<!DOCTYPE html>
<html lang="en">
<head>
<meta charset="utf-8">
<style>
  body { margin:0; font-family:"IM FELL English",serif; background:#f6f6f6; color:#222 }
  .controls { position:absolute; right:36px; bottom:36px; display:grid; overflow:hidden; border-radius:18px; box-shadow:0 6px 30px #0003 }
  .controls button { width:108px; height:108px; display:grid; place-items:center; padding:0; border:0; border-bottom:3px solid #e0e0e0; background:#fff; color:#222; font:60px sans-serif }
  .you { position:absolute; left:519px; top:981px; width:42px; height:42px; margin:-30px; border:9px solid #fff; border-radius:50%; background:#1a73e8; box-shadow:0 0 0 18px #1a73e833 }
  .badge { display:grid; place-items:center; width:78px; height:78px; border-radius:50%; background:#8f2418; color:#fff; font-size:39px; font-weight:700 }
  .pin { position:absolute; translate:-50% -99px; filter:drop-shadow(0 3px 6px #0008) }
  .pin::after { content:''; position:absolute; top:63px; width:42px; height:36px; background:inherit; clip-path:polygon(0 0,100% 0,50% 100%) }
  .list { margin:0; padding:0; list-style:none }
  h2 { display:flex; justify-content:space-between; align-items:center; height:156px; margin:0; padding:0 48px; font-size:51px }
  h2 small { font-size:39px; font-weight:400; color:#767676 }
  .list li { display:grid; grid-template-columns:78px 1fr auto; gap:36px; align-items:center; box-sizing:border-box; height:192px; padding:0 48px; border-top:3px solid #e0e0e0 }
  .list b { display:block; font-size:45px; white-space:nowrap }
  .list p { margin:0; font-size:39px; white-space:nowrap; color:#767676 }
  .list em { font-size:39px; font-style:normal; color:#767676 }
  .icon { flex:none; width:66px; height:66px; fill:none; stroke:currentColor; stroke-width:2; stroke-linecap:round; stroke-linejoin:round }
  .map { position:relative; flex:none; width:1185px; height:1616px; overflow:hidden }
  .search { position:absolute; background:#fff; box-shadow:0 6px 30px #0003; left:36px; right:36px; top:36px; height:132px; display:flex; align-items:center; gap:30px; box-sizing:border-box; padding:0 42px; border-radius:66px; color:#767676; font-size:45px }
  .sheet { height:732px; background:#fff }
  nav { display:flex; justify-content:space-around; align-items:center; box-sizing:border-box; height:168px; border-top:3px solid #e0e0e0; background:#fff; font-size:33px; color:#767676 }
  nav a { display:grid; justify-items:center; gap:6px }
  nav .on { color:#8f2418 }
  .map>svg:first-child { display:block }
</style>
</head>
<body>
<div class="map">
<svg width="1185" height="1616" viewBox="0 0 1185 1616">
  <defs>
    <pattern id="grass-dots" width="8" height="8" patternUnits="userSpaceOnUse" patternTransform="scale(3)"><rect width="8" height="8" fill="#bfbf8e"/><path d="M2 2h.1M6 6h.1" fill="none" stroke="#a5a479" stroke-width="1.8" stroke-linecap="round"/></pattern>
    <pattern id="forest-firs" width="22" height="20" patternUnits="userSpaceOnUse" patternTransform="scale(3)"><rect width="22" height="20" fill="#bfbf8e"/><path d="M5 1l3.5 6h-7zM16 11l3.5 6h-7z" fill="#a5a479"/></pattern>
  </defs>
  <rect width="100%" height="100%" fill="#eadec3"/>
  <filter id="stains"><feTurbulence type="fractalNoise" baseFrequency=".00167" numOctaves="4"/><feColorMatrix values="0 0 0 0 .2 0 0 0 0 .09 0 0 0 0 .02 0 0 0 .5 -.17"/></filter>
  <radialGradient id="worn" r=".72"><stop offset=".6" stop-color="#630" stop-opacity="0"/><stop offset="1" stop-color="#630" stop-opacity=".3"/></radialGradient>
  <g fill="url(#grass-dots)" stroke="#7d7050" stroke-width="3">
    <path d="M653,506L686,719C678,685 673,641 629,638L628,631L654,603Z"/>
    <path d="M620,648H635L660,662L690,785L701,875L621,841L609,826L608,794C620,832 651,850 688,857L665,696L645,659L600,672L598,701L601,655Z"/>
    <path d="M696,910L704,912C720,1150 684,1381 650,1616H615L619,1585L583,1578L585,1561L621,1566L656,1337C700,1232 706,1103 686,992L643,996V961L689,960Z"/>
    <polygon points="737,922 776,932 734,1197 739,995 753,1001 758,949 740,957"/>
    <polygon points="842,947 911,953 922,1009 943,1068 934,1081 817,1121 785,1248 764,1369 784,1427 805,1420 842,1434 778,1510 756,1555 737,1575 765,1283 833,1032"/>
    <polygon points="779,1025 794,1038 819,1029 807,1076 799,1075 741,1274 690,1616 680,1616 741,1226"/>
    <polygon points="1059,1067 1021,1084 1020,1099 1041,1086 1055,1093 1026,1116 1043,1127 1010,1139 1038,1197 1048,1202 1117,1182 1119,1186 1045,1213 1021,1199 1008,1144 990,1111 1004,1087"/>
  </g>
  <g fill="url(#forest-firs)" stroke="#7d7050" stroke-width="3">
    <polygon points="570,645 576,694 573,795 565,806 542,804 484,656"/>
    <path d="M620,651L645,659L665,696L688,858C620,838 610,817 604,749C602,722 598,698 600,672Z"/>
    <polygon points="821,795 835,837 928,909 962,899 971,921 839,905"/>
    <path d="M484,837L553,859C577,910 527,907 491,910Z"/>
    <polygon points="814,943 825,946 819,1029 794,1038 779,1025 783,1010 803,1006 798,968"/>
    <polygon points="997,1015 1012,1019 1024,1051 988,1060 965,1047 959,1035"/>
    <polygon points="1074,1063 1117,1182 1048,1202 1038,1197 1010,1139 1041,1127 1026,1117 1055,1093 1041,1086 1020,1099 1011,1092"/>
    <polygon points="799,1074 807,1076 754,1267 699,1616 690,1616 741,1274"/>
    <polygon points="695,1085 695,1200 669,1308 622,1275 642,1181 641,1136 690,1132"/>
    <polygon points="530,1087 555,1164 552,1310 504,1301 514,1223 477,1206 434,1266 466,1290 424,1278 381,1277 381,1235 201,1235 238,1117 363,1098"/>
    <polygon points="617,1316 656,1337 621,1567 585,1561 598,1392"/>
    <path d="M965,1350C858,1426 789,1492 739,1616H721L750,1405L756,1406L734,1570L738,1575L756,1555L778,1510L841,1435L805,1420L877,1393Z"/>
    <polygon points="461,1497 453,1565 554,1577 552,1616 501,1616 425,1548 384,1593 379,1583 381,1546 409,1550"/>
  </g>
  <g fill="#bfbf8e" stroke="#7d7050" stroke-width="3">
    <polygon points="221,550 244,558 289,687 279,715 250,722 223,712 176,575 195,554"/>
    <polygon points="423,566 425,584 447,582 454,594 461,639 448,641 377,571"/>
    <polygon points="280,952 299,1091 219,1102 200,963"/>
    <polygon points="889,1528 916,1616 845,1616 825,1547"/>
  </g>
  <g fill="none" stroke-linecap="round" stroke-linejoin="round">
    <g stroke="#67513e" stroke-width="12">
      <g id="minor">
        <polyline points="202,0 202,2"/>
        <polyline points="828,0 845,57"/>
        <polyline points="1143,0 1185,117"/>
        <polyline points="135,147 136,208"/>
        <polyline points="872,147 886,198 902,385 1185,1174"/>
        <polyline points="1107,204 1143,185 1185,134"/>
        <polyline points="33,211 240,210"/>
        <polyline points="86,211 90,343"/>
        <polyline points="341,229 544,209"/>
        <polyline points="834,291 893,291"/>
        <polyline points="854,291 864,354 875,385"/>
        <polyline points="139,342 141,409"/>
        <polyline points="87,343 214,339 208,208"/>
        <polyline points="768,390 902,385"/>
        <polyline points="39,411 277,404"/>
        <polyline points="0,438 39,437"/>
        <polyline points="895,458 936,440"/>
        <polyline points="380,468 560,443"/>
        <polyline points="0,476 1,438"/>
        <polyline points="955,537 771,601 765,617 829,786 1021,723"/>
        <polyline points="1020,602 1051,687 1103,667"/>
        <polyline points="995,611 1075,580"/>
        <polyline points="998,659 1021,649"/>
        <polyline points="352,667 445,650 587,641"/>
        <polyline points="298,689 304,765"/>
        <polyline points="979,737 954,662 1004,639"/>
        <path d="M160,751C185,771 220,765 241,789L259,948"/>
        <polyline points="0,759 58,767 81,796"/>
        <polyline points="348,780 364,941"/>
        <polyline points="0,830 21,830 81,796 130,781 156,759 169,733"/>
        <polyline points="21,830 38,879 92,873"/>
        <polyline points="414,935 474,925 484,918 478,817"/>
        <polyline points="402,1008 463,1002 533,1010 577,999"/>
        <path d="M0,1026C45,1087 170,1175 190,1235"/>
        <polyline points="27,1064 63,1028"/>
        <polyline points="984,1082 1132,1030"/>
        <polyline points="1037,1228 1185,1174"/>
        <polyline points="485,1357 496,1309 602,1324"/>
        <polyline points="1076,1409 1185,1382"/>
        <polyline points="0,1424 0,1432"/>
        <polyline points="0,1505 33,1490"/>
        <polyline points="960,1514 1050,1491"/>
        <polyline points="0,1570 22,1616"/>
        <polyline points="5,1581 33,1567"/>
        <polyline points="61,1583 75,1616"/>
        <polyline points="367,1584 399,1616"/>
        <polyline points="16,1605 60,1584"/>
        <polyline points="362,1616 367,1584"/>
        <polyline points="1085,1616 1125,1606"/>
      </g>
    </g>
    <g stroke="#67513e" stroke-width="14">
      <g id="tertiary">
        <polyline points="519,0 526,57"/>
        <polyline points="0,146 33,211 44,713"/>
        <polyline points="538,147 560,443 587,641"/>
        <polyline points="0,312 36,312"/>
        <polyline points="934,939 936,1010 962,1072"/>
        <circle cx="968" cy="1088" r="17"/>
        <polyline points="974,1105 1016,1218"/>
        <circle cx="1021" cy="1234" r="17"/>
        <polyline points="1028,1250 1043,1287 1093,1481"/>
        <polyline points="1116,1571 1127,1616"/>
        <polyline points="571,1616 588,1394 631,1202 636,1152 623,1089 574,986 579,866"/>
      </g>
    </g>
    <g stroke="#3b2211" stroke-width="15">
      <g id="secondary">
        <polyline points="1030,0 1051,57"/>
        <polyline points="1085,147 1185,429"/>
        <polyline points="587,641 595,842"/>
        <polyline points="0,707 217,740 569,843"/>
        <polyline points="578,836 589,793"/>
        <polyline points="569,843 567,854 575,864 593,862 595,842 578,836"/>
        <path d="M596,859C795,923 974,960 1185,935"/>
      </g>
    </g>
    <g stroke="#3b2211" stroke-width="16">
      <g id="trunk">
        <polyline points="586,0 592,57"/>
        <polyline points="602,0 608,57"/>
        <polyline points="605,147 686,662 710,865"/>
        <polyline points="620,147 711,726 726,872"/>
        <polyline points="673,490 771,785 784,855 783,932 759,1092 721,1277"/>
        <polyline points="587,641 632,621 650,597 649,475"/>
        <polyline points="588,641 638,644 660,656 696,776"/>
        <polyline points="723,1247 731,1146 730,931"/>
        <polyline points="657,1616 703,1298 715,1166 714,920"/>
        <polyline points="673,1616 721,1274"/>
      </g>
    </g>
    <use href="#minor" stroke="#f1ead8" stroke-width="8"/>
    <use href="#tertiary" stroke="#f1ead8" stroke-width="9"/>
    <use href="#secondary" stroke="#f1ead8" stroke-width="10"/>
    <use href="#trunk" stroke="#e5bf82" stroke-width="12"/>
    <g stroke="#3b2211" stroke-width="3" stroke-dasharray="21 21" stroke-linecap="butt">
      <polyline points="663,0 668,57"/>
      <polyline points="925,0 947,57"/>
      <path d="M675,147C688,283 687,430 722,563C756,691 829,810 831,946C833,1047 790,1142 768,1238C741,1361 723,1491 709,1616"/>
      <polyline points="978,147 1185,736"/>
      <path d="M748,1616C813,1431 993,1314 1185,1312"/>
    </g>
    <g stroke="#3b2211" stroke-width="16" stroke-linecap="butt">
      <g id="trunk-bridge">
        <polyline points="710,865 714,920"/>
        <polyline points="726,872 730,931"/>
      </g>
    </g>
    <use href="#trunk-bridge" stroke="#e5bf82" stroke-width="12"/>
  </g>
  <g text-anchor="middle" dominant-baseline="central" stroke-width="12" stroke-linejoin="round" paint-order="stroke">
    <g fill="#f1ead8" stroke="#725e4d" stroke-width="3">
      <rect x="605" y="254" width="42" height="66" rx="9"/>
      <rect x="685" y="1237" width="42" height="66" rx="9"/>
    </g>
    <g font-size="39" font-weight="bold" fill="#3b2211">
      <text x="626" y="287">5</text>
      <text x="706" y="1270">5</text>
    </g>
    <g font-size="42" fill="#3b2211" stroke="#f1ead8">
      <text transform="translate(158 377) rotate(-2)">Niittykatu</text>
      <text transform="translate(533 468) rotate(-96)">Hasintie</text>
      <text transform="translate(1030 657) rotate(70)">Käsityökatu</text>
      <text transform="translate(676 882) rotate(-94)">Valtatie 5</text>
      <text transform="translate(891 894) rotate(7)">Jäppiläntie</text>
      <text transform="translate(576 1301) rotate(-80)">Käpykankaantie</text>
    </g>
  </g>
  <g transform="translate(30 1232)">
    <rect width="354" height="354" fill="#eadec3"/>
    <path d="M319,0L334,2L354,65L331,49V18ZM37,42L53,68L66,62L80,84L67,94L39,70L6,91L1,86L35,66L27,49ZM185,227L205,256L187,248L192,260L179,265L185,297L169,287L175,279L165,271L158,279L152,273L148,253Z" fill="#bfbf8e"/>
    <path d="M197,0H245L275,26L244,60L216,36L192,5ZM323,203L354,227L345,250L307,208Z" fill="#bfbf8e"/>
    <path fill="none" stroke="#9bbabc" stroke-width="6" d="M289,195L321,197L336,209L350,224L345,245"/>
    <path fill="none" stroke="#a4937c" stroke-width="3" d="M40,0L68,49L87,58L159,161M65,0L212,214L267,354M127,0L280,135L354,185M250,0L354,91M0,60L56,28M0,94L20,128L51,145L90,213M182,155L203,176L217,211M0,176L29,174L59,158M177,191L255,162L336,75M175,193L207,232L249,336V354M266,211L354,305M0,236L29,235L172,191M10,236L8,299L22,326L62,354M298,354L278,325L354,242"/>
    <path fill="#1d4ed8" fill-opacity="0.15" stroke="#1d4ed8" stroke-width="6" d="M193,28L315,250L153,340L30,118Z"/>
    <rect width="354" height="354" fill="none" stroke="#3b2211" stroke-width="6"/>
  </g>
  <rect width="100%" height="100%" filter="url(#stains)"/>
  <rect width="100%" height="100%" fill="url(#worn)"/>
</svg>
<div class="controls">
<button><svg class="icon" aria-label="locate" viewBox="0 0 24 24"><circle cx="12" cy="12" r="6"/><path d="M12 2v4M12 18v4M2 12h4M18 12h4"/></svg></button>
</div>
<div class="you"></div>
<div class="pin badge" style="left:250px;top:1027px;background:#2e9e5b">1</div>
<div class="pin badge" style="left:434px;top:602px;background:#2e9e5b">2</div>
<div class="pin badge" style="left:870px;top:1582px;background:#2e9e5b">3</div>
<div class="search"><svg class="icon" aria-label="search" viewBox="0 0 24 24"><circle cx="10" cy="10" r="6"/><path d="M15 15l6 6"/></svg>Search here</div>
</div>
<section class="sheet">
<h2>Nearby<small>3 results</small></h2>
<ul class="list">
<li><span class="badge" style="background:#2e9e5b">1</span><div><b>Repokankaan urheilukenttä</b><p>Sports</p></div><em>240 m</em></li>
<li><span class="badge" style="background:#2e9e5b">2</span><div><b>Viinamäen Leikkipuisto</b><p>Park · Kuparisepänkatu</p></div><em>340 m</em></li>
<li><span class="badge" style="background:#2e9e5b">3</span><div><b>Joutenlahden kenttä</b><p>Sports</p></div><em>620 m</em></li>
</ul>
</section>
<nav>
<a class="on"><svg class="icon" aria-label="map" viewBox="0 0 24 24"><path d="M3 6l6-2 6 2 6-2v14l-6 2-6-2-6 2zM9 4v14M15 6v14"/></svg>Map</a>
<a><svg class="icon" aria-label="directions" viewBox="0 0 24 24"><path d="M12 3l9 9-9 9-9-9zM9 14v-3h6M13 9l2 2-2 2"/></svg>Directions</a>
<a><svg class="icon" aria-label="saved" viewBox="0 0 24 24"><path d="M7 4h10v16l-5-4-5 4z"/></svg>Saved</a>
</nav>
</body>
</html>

WORK INSTRUCTIONS -> Tally up the lines holding the word "white" in the data above, and answer with that figure only.

RESPONSE AREA -> 2